*WORK TO BE COMPLETED*.
Go through the data and copy every line in which "lane" appears.

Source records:
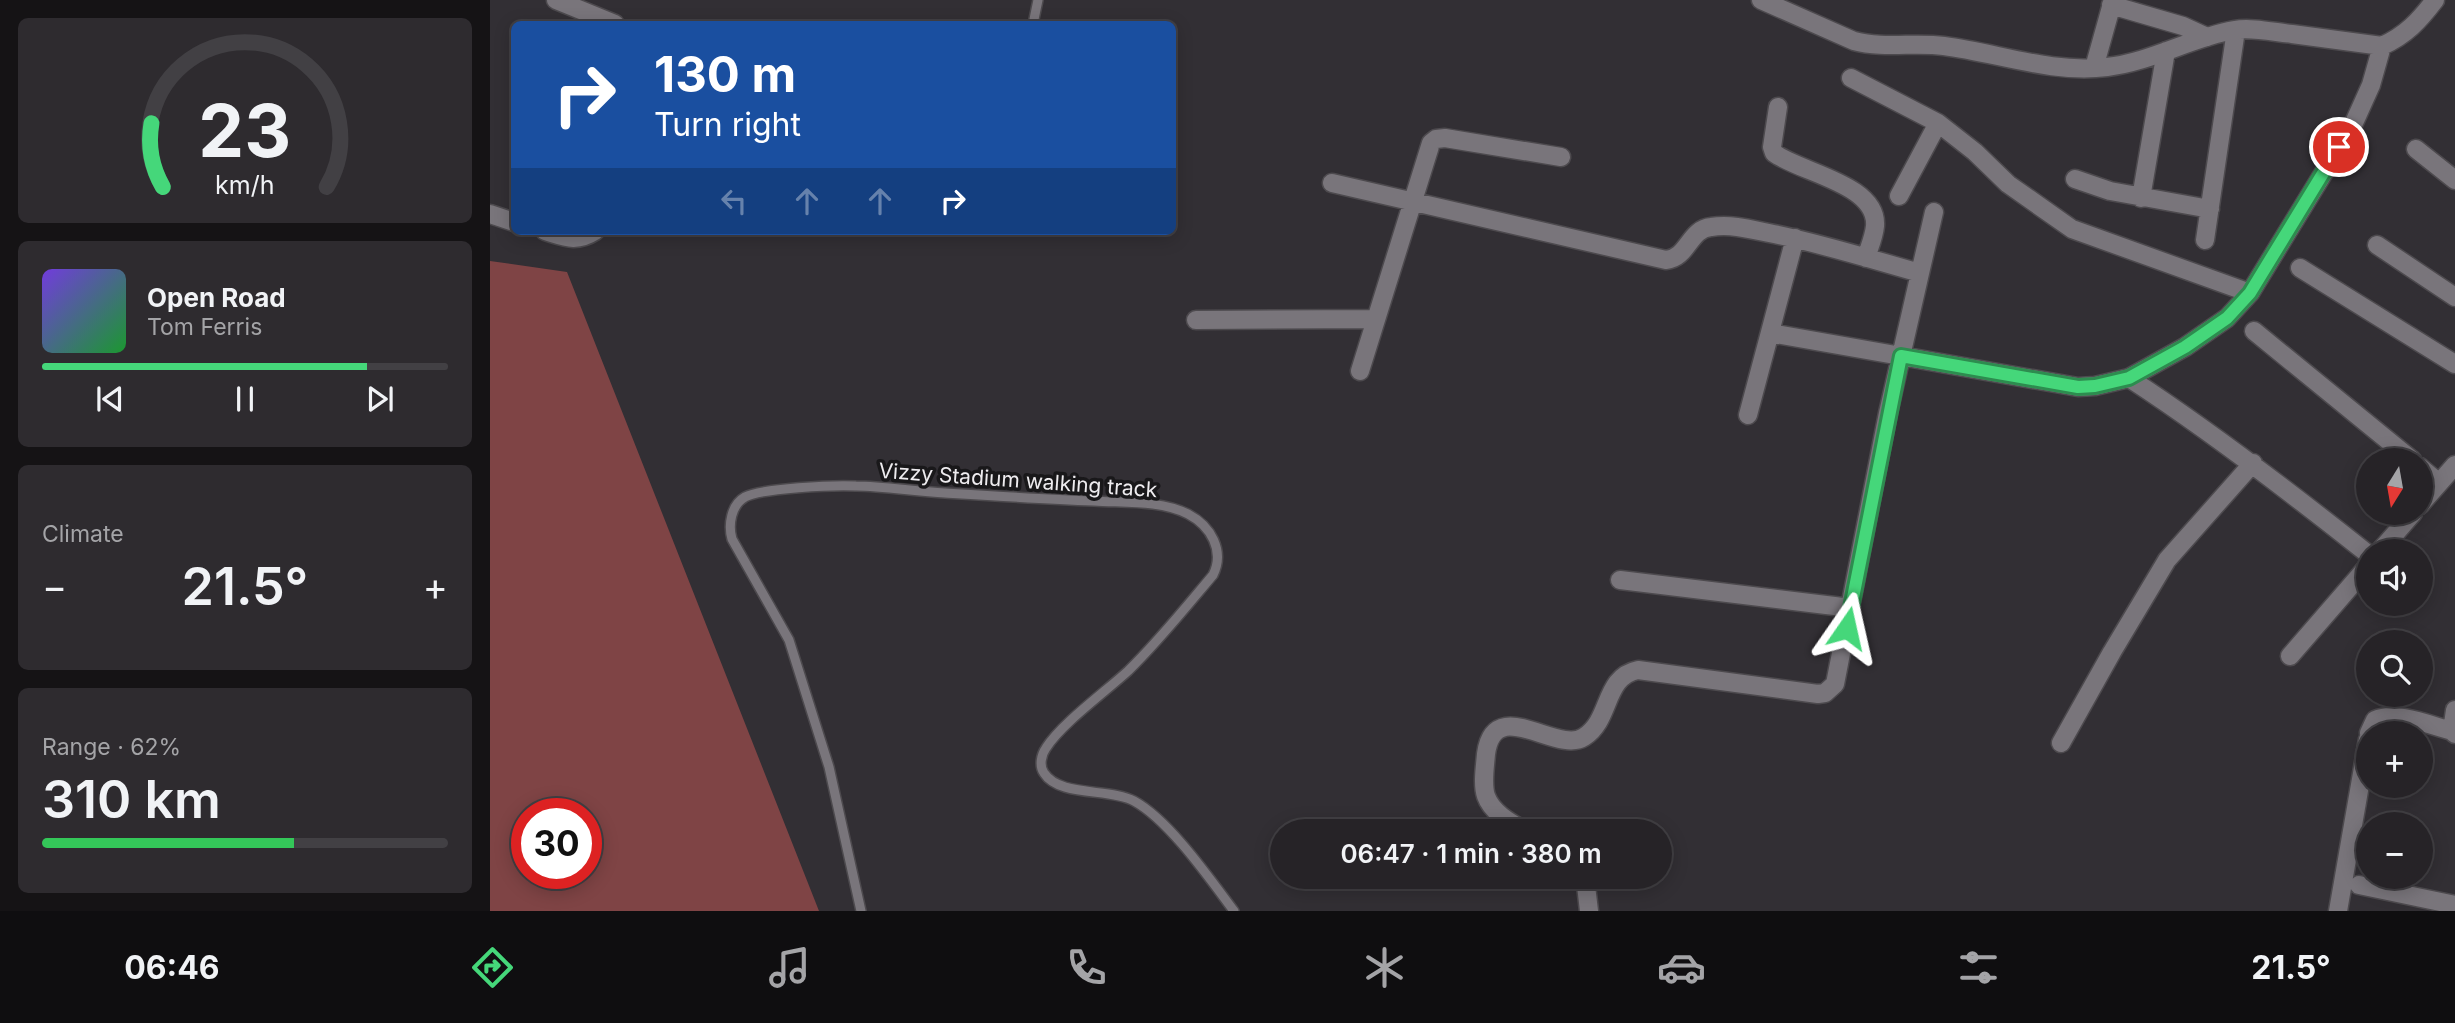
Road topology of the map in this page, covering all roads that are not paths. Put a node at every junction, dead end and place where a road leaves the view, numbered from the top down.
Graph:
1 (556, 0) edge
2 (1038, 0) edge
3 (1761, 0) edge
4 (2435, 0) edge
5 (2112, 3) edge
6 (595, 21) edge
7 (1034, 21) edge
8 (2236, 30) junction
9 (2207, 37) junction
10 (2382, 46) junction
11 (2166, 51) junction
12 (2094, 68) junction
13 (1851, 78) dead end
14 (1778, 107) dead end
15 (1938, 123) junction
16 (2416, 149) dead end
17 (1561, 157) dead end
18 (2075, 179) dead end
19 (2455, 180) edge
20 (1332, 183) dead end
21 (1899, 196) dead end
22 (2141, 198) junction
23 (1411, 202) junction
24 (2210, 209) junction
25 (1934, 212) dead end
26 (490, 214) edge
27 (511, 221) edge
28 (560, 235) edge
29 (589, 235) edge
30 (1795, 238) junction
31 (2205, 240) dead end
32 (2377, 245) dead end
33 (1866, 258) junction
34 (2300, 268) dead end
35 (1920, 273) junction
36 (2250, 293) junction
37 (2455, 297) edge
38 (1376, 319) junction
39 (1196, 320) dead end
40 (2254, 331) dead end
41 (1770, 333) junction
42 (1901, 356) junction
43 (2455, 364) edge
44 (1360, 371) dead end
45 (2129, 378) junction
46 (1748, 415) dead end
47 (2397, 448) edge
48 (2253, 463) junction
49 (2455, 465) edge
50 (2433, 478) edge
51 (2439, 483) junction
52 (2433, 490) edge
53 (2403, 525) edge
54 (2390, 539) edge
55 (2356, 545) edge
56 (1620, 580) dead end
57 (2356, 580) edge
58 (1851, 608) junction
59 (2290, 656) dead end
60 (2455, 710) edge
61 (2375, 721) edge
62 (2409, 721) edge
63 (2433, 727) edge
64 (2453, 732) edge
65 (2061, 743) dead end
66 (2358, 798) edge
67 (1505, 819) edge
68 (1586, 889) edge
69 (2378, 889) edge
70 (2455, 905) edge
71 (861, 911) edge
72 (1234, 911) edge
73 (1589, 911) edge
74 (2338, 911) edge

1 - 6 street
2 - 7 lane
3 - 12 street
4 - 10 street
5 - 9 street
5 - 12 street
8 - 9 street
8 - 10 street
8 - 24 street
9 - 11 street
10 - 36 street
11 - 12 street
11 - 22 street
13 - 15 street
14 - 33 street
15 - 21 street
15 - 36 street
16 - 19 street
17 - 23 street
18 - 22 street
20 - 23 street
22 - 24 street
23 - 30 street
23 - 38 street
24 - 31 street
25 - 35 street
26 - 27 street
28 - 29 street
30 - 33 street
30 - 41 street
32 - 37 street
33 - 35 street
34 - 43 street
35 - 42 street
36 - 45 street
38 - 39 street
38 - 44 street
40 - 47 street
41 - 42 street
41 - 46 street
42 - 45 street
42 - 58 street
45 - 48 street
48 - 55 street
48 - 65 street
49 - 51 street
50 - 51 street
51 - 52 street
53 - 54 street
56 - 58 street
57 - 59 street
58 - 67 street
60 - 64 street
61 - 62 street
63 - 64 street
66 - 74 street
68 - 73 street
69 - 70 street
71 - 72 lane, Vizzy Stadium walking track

*FINISHED TASK*.
2 - 7 lane
71 - 72 lane, Vizzy Stadium walking track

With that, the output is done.